Collected data entries:
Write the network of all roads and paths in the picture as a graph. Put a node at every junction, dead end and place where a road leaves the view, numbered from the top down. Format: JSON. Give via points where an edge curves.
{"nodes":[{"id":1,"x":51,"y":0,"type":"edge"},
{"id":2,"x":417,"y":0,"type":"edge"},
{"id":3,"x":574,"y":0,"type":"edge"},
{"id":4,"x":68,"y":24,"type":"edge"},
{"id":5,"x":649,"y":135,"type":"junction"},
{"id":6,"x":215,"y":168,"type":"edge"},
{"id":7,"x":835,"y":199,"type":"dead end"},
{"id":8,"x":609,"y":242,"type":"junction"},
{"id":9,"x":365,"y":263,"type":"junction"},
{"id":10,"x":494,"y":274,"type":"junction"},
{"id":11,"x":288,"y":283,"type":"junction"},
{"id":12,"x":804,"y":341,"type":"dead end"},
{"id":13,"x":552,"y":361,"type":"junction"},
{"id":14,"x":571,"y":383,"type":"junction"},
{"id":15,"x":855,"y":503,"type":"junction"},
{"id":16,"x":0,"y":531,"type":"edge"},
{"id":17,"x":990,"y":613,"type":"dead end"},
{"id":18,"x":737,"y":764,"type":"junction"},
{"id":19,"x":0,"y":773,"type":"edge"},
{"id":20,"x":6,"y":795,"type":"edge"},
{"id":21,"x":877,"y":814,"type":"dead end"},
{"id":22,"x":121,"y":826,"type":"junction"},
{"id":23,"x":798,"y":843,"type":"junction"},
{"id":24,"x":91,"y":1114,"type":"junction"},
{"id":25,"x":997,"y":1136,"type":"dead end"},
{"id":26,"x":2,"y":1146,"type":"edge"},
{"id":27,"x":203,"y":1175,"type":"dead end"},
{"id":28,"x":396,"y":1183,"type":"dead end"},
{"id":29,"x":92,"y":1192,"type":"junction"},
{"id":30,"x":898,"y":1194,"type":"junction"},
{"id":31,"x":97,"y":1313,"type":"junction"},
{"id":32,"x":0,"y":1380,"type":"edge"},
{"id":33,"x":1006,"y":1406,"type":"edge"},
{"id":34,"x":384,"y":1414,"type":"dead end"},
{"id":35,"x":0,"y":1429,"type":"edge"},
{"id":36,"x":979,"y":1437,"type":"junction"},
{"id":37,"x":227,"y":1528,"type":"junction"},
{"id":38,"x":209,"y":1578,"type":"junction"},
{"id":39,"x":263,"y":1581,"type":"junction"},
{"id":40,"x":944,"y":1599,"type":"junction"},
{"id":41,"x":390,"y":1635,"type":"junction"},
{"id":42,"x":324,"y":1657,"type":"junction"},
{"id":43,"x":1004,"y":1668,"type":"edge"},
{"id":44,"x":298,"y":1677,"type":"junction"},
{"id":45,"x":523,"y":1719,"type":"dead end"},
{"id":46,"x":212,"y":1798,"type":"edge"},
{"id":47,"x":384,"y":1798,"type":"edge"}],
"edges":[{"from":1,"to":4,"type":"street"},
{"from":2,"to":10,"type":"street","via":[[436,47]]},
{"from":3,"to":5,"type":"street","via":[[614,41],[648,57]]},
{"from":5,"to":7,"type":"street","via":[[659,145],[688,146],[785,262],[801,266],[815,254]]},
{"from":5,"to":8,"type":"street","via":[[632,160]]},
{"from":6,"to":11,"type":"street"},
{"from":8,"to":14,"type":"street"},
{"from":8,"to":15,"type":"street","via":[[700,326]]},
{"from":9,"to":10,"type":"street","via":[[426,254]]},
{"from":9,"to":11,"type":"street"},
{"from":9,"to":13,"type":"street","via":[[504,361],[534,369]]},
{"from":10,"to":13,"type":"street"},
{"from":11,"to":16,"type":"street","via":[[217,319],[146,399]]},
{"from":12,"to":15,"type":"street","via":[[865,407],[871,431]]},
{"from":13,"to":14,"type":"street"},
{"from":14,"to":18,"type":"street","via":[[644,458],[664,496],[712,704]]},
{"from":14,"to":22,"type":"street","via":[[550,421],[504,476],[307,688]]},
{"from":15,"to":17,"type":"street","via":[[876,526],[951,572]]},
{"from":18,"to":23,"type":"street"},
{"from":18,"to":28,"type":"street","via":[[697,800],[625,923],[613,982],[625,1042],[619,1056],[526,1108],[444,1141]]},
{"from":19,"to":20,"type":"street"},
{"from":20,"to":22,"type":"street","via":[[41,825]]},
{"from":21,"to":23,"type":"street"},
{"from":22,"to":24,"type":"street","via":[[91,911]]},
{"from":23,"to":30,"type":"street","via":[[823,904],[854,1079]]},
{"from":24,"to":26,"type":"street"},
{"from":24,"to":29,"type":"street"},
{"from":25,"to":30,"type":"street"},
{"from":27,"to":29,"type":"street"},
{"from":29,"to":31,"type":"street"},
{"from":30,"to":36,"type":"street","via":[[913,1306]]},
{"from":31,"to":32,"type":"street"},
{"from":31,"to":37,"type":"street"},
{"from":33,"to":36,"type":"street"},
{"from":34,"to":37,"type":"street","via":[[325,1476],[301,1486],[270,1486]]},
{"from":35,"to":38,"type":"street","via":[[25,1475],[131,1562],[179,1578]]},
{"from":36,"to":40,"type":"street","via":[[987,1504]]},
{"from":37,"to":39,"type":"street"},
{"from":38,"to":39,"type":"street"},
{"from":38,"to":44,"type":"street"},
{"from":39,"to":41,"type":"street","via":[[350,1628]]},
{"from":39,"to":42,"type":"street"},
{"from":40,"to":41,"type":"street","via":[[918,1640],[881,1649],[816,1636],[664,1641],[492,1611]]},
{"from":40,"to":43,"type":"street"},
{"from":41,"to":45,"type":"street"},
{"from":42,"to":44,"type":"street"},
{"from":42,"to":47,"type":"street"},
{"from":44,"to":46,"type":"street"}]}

WORK TO BE COMPLETED:
Transcribe the entries above so that nothing in them differs from the original.

ANSWER BOX:
Write the network of all roads and paths in the picture as a graph. Put a node at every junction, dead end and place where a road leaves the view, numbered from the top down. Format: JSON. Give via points where an edge curves.
{"nodes":[{"id":1,"x":51,"y":0,"type":"edge"},
{"id":2,"x":417,"y":0,"type":"edge"},
{"id":3,"x":574,"y":0,"type":"edge"},
{"id":4,"x":68,"y":24,"type":"edge"},
{"id":5,"x":649,"y":135,"type":"junction"},
{"id":6,"x":215,"y":168,"type":"edge"},
{"id":7,"x":835,"y":199,"type":"dead end"},
{"id":8,"x":609,"y":242,"type":"junction"},
{"id":9,"x":365,"y":263,"type":"junction"},
{"id":10,"x":494,"y":274,"type":"junction"},
{"id":11,"x":288,"y":283,"type":"junction"},
{"id":12,"x":804,"y":341,"type":"dead end"},
{"id":13,"x":552,"y":361,"type":"junction"},
{"id":14,"x":571,"y":383,"type":"junction"},
{"id":15,"x":855,"y":503,"type":"junction"},
{"id":16,"x":0,"y":531,"type":"edge"},
{"id":17,"x":990,"y":613,"type":"dead end"},
{"id":18,"x":737,"y":764,"type":"junction"},
{"id":19,"x":0,"y":773,"type":"edge"},
{"id":20,"x":6,"y":795,"type":"edge"},
{"id":21,"x":877,"y":814,"type":"dead end"},
{"id":22,"x":121,"y":826,"type":"junction"},
{"id":23,"x":798,"y":843,"type":"junction"},
{"id":24,"x":91,"y":1114,"type":"junction"},
{"id":25,"x":997,"y":1136,"type":"dead end"},
{"id":26,"x":2,"y":1146,"type":"edge"},
{"id":27,"x":203,"y":1175,"type":"dead end"},
{"id":28,"x":396,"y":1183,"type":"dead end"},
{"id":29,"x":92,"y":1192,"type":"junction"},
{"id":30,"x":898,"y":1194,"type":"junction"},
{"id":31,"x":97,"y":1313,"type":"junction"},
{"id":32,"x":0,"y":1380,"type":"edge"},
{"id":33,"x":1006,"y":1406,"type":"edge"},
{"id":34,"x":384,"y":1414,"type":"dead end"},
{"id":35,"x":0,"y":1429,"type":"edge"},
{"id":36,"x":979,"y":1437,"type":"junction"},
{"id":37,"x":227,"y":1528,"type":"junction"},
{"id":38,"x":209,"y":1578,"type":"junction"},
{"id":39,"x":263,"y":1581,"type":"junction"},
{"id":40,"x":944,"y":1599,"type":"junction"},
{"id":41,"x":390,"y":1635,"type":"junction"},
{"id":42,"x":324,"y":1657,"type":"junction"},
{"id":43,"x":1004,"y":1668,"type":"edge"},
{"id":44,"x":298,"y":1677,"type":"junction"},
{"id":45,"x":523,"y":1719,"type":"dead end"},
{"id":46,"x":212,"y":1798,"type":"edge"},
{"id":47,"x":384,"y":1798,"type":"edge"}],
"edges":[{"from":1,"to":4,"type":"street"},
{"from":2,"to":10,"type":"street","via":[[436,47]]},
{"from":3,"to":5,"type":"street","via":[[614,41],[648,57]]},
{"from":5,"to":7,"type":"street","via":[[659,145],[688,146],[785,262],[801,266],[815,254]]},
{"from":5,"to":8,"type":"street","via":[[632,160]]},
{"from":6,"to":11,"type":"street"},
{"from":8,"to":14,"type":"street"},
{"from":8,"to":15,"type":"street","via":[[700,326]]},
{"from":9,"to":10,"type":"street","via":[[426,254]]},
{"from":9,"to":11,"type":"street"},
{"from":9,"to":13,"type":"street","via":[[504,361],[534,369]]},
{"from":10,"to":13,"type":"street"},
{"from":11,"to":16,"type":"street","via":[[217,319],[146,399]]},
{"from":12,"to":15,"type":"street","via":[[865,407],[871,431]]},
{"from":13,"to":14,"type":"street"},
{"from":14,"to":18,"type":"street","via":[[644,458],[664,496],[712,704]]},
{"from":14,"to":22,"type":"street","via":[[550,421],[504,476],[307,688]]},
{"from":15,"to":17,"type":"street","via":[[876,526],[951,572]]},
{"from":18,"to":23,"type":"street"},
{"from":18,"to":28,"type":"street","via":[[697,800],[625,923],[613,982],[625,1042],[619,1056],[526,1108],[444,1141]]},
{"from":19,"to":20,"type":"street"},
{"from":20,"to":22,"type":"street","via":[[41,825]]},
{"from":21,"to":23,"type":"street"},
{"from":22,"to":24,"type":"street","via":[[91,911]]},
{"from":23,"to":30,"type":"street","via":[[823,904],[854,1079]]},
{"from":24,"to":26,"type":"street"},
{"from":24,"to":29,"type":"street"},
{"from":25,"to":30,"type":"street"},
{"from":27,"to":29,"type":"street"},
{"from":29,"to":31,"type":"street"},
{"from":30,"to":36,"type":"street","via":[[913,1306]]},
{"from":31,"to":32,"type":"street"},
{"from":31,"to":37,"type":"street"},
{"from":33,"to":36,"type":"street"},
{"from":34,"to":37,"type":"street","via":[[325,1476],[301,1486],[270,1486]]},
{"from":35,"to":38,"type":"street","via":[[25,1475],[131,1562],[179,1578]]},
{"from":36,"to":40,"type":"street","via":[[987,1504]]},
{"from":37,"to":39,"type":"street"},
{"from":38,"to":39,"type":"street"},
{"from":38,"to":44,"type":"street"},
{"from":39,"to":41,"type":"street","via":[[350,1628]]},
{"from":39,"to":42,"type":"street"},
{"from":40,"to":41,"type":"street","via":[[918,1640],[881,1649],[816,1636],[664,1641],[492,1611]]},
{"from":40,"to":43,"type":"street"},
{"from":41,"to":45,"type":"street"},
{"from":42,"to":44,"type":"street"},
{"from":42,"to":47,"type":"street"},
{"from":44,"to":46,"type":"street"}]}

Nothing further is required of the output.